PTP1B Is an Intracellular Checkpoint that Limits T-cell and CAR T-cell Antitumor Immunity.

Cancer discovery (2021-11-20)
Florian Wiede, Kun-Hui Lu, Xin Du, Mara N Zeissig, Rachel Xu, Pei Kee Goh, Chrysovalantou E Xirouchaki, Samuel J Hogarth, Spencer Greatorex, Kevin Sek, Roger J Daly, Paul A Beavis, Phillip K Darcy, Nicholas K Tonks, Tony Tiganis
RESUMEN

Immunotherapies aimed at alleviating the inhibitory constraints on T cells have revolutionized cancer management. To date, these have focused on the blockade of cell-surface checkpoints such as PD-1. Herein we identify protein tyrosine phosphatase 1B (PTP1B) as an intracellular checkpoint that is upregulated in T cells in tumors. We show that increased PTP1B limits T-cell expansion and cytotoxicity to contribute to tumor growth. T cell-specific PTP1B deletion increased STAT5 signaling, and this enhanced the antigen-induced expansion and cytotoxicity of CD8+ T cells to suppress tumor growth.
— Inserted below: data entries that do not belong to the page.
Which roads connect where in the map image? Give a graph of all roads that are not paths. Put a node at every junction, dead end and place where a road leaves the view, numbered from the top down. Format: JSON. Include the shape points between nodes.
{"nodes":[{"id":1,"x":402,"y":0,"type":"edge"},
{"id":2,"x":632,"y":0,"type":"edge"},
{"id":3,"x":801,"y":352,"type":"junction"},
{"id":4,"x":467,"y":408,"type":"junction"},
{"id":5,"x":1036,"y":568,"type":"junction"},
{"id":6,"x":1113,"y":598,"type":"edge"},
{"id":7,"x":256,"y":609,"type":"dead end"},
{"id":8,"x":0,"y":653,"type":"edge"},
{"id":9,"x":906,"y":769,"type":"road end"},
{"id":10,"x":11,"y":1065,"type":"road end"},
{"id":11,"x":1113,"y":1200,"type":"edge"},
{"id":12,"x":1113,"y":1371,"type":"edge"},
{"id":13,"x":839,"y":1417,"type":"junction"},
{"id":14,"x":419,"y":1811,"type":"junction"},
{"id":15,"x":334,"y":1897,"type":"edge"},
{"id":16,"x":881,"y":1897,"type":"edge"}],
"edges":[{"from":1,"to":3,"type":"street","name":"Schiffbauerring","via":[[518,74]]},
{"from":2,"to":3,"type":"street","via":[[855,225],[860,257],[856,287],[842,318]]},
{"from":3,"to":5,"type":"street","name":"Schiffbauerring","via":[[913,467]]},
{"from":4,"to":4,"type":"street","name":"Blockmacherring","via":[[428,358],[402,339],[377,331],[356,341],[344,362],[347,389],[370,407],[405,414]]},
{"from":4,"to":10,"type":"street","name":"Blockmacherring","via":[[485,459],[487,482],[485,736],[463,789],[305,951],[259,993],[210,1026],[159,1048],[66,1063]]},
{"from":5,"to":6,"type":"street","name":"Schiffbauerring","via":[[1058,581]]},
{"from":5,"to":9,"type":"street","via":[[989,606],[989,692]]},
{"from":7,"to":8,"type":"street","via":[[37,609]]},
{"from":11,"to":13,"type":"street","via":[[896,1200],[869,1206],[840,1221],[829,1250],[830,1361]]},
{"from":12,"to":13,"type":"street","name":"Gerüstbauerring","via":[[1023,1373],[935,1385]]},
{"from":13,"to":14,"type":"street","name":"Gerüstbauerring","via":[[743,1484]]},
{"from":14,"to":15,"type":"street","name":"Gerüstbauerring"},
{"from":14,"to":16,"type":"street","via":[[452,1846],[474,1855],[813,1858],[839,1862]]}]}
The pharmacologic inhibition of PTP1B recapitulated the T cell-mediated repression of tumor growth and enhanced the response to PD-1 blockade. Furthermore, the deletion or inhibition of PTP1B enhanced the efficacy of adoptively transferred chimeric antigen receptor (CAR) T cells against solid tumors. Our findings identify PTP1B as an intracellular checkpoint whose inhibition can alleviate the inhibitory constraints on T cells and CAR T cells to combat cancer. Tumors subvert antitumor immunity by engaging checkpoints that promote T-cell exhaustion. Here we identify PTP1B as an intracellular checkpoint and therapeutic target. We show that PTP1B is upregulated in intratumoral T cells and that its deletion or inhibition enhances T-cell antitumor activity and increases CAR T-cell effectiveness against solid tumors. This article is highlighted in the In This Issue feature, p. 587.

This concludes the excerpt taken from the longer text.